Try googling ‘Scymraeg’ or using my MA thesis (Uni of Wales, 2011). There are collections, groups, books on this very subject.

hdavies15
hdavies15
1 month ago
Reply to  Welsh_Siôn

Diolch

Erisian
Erisian
1 month ago

Has nobody considered the possibility they just nicked them?

Last edited 1 month ago by Erisian
Richard
Richard
1 month ago

Bilingual signs often appear on the Wirral and parts of Shropshire due to the same reasons. The locals many of whom are of welsh decent or even welsh born accept them.

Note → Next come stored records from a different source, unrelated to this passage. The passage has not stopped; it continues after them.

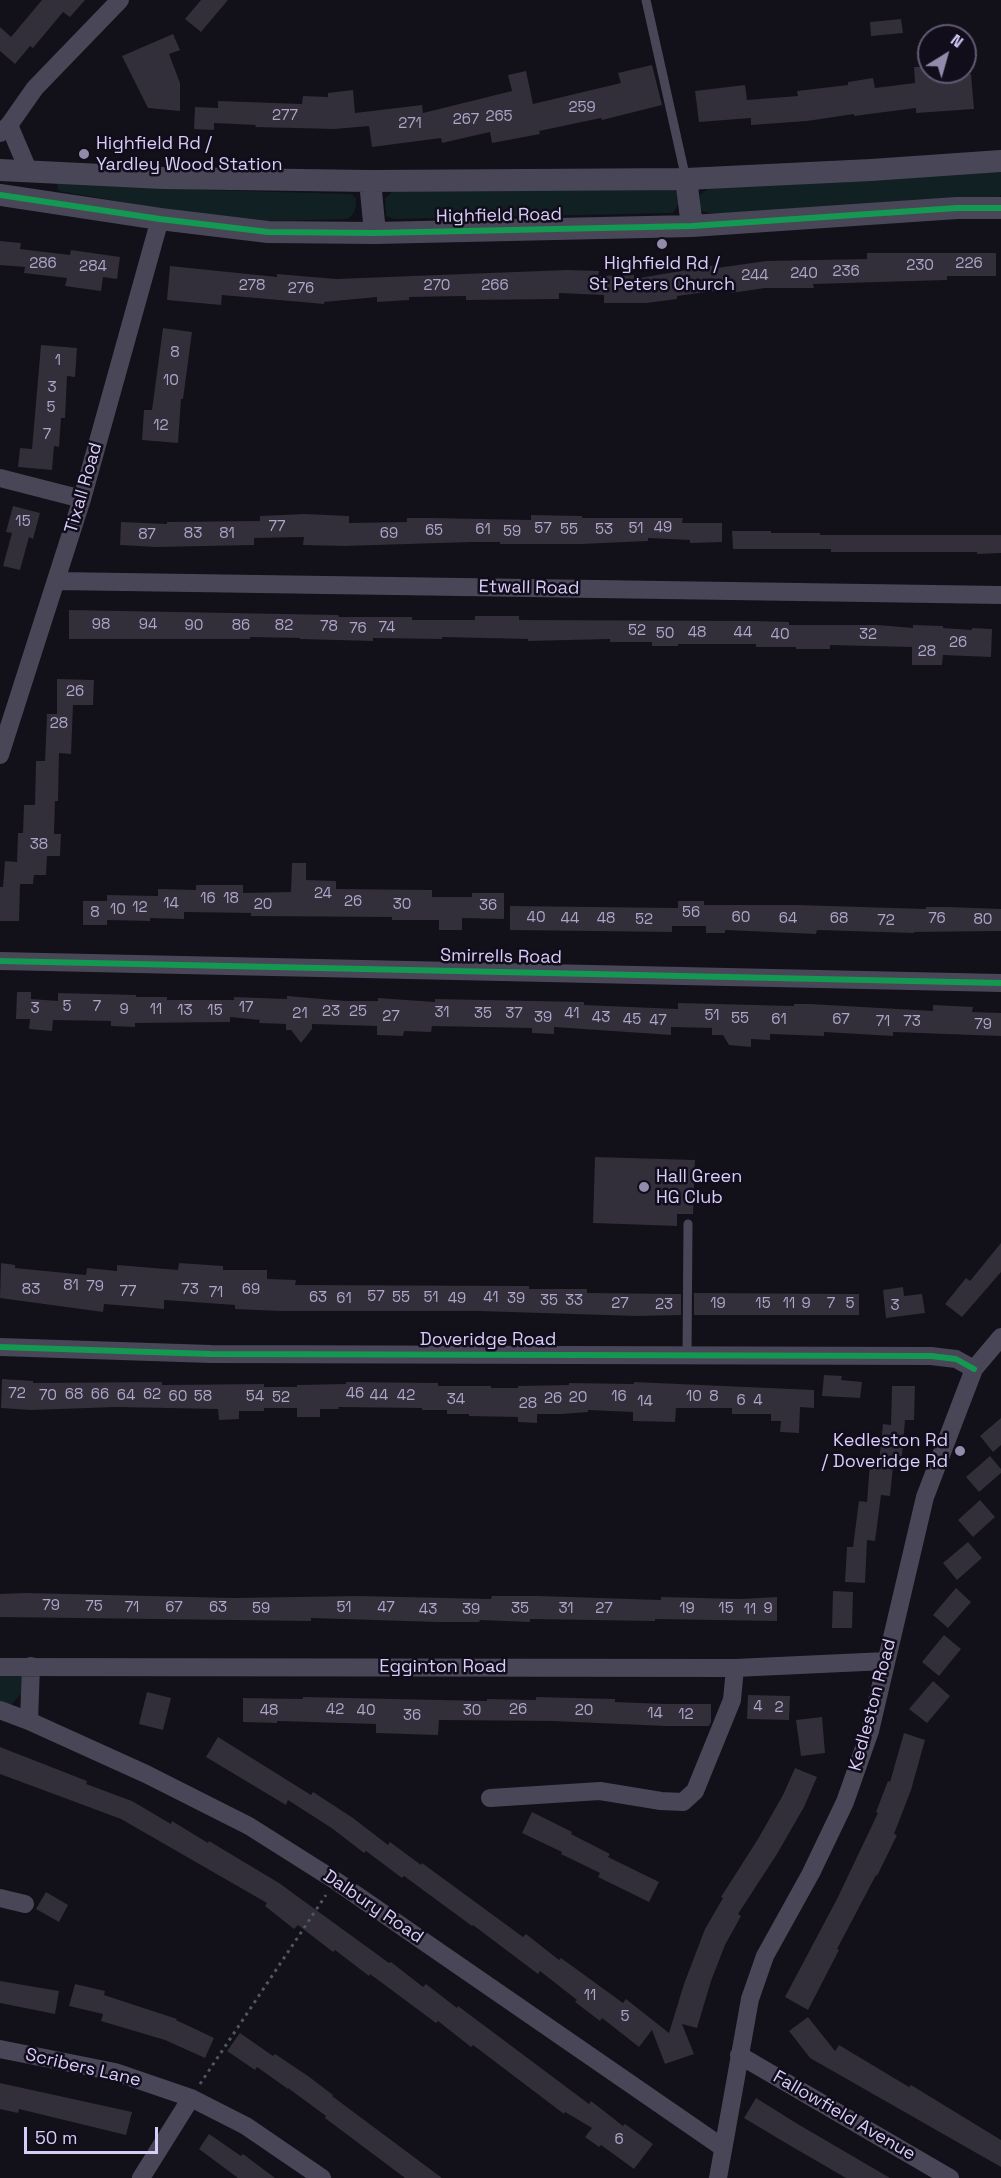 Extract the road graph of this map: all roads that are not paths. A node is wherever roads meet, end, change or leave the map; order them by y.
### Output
1 (120, 0) edge
2 (646, 0) edge
3 (4, 129) edge
4 (1001, 161) edge
5 (0, 171) edge
6 (29, 172) junction
7 (686, 179) junction
8 (370, 181) junction
9 (0, 195) edge
10 (1001, 208) edge
11 (160, 219) junction
12 (692, 226) junction
13 (375, 233) junction
14 (0, 478) edge
15 (82, 500) junction
16 (56, 581) junction
17 (1001, 595) edge
18 (0, 755) edge
19 (0, 961) edge
20 (1001, 983) edge
21 (688, 1224) dead end
22 (1001, 1337) edge
23 (0, 1347) edge
24 (687, 1356) junction
25 (974, 1369) junction
26 (886, 1661) junction
27 (31, 1666) junction
28 (0, 1667) edge
29 (735, 1668) junction
30 (0, 1710) edge
31 (28, 1721) junction
32 (490, 1798) dead end
33 (0, 1898) edge
34 (25, 1904) dead end
35 (0, 2049) edge
36 (739, 2055) junction
37 (191, 2098) junction
38 (722, 2147) junction
39 (141, 2178) edge
40 (322, 2178) edge
41 (718, 2178) edge
42 (950, 2178) edge

1 - 3 street
2 - 7 lane
3 - 6 street
4 - 7 street, Highfield Road
5 - 6 street, Highfield Road
6 - 8 street, Highfield Road
7 - 8 street, Highfield Road
7 - 12 street
8 - 13 street
9 - 11 street, Highfield Road
10 - 12 street, Highfield Road
11 - 13 street, Highfield Road
11 - 15 street, Tixall Road
12 - 13 street, Highfield Road
14 - 15 street
15 - 16 street, Tixall Road
16 - 17 street, Etwall Road
16 - 18 street, Tixall Road
19 - 20 street, Smirrells Road
21 - 24 lane
22 - 25 street, Kedleston Road
23 - 24 street, Doveridge Road
24 - 25 street, Doveridge Road
25 - 26 street, Kedleston Road
26 - 29 street, Egginton Road
26 - 36 street, Kedleston Road
27 - 28 street, Egginton Road
27 - 29 street, Egginton Road
27 - 31 street
29 - 32 street
30 - 31 street, Dalbury Road
31 - 38 street, Dalbury Road
33 - 34 street
35 - 37 street, Scribers Lane
36 - 38 street, Kedleston Road
36 - 42 street, Fallowfield Avenue
37 - 39 street
37 - 40 street, Scribers Lane
38 - 41 street, Kedleston Road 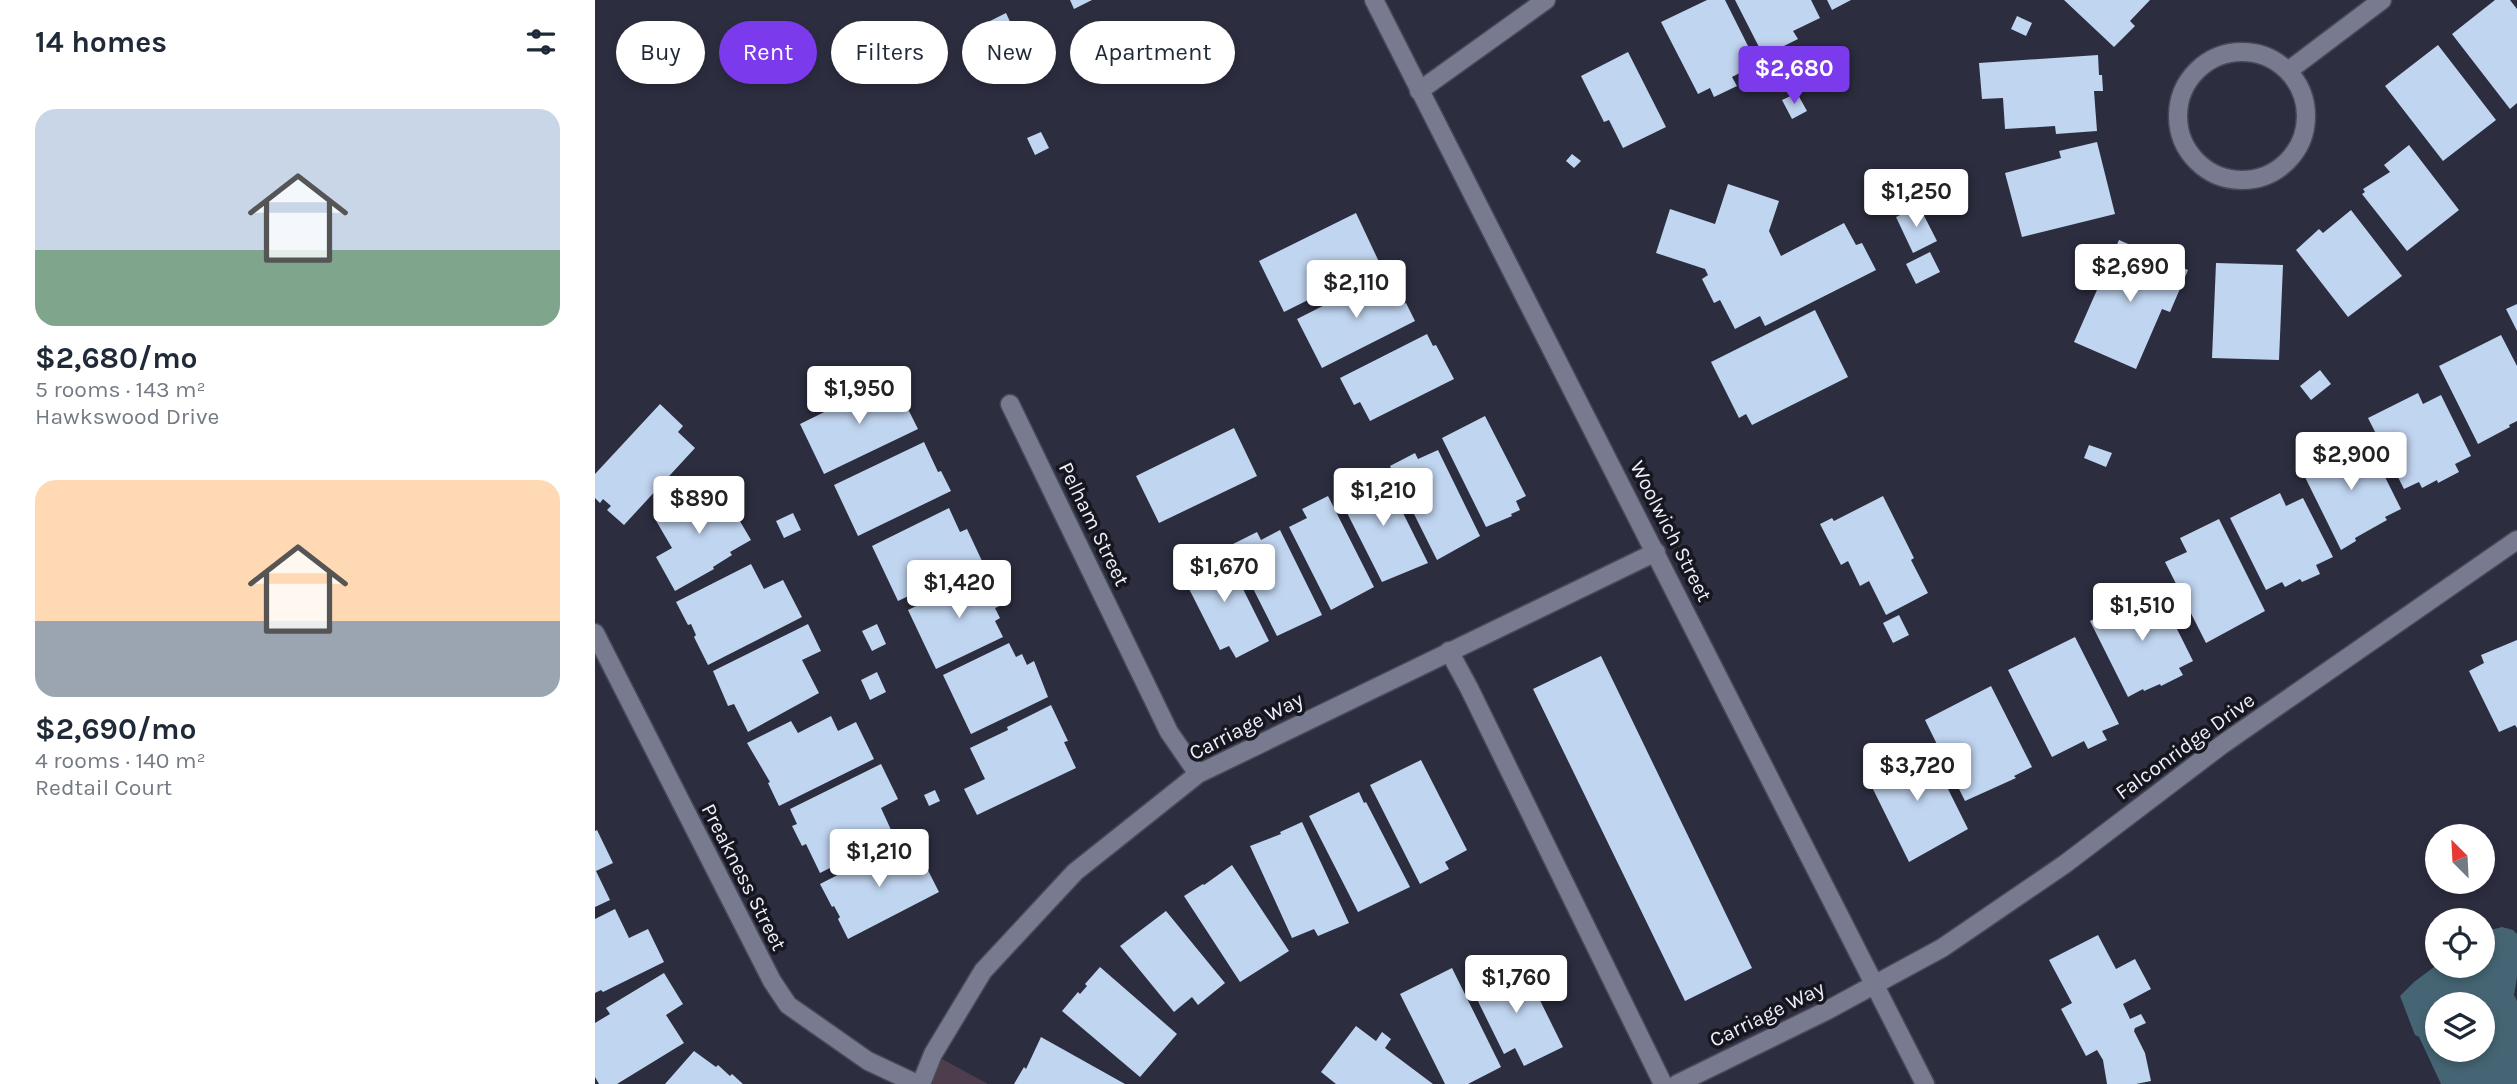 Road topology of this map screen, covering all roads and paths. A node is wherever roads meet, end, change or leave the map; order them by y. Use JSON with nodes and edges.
{"nodes":[{"id":1,"x":1374,"y":0,"type":"edge"},
{"id":2,"x":1546,"y":0,"type":"edge"},
{"id":3,"x":2382,"y":0,"type":"edge"},
{"id":4,"x":2288,"y":71,"type":"junction"},
{"id":5,"x":1419,"y":91,"type":"junction"},
{"id":6,"x":1010,"y":404,"type":"dead end"},
{"id":7,"x":2517,"y":540,"type":"edge"},
{"id":8,"x":1656,"y":552,"type":"junction"},
{"id":9,"x":595,"y":633,"type":"edge"},
{"id":10,"x":1449,"y":651,"type":"junction"},
{"id":11,"x":1198,"y":774,"type":"junction"},
{"id":12,"x":1876,"y":984,"type":"junction"},
{"id":13,"x":919,"y":1084,"type":"edge"},
{"id":14,"x":1663,"y":1084,"type":"edge"},
{"id":15,"x":1677,"y":1084,"type":"edge"},
{"id":16,"x":1925,"y":1084,"type":"edge"}],
"edges":[{"from":1,"to":5,"type":"street","name":"Woolwich Street"},
{"from":2,"to":5,"type":"street"},
{"from":3,"to":4,"type":"street"},
{"from":4,"to":4,"type":"street"},
{"from":5,"to":8,"type":"street","name":"Woolwich Street"},
{"from":6,"to":11,"type":"street","name":"Pelham Street"},
{"from":7,"to":12,"type":"street","name":"Falconridge Drive"},
{"from":8,"to":10,"type":"street","name":"Carriage Way"},
{"from":8,"to":12,"type":"street","name":"Woolwich Street"},
{"from":9,"to":13,"type":"street","name":"Preakness Street"},
{"from":10,"to":11,"type":"street","name":"Carriage Way"},
{"from":10,"to":14,"type":"street"},
{"from":11,"to":13,"type":"street","name":"Carriage Way"},
{"from":12,"to":15,"type":"street","name":"Carriage Way"},
{"from":12,"to":16,"type":"street","name":"Woolwich Street"}]}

Only the city of Chester seems to have occasional issue – the welsh bus and train announcements despite welsh chapels and societies there

Joe Mangan
1 month ago

Why can’t we have S4C in Ireland as we used to have until recent years?

hdavies15
hdavies15
1 month ago
Reply to  Joe Mangan

Probably still accessible on the SKY menu

Welsh_Siôn
Welsh_Siôn
1 month ago
Reply to  Joe Mangan
Rich
Rich
1 month ago

Saw some yellow electricity pole “man-getting-struck-by-a-bolt-of-lightning” signs a few years ago with the warning “Perygl Marwolaeth!”. (Danger of Death) and that was all the way down in Dorset.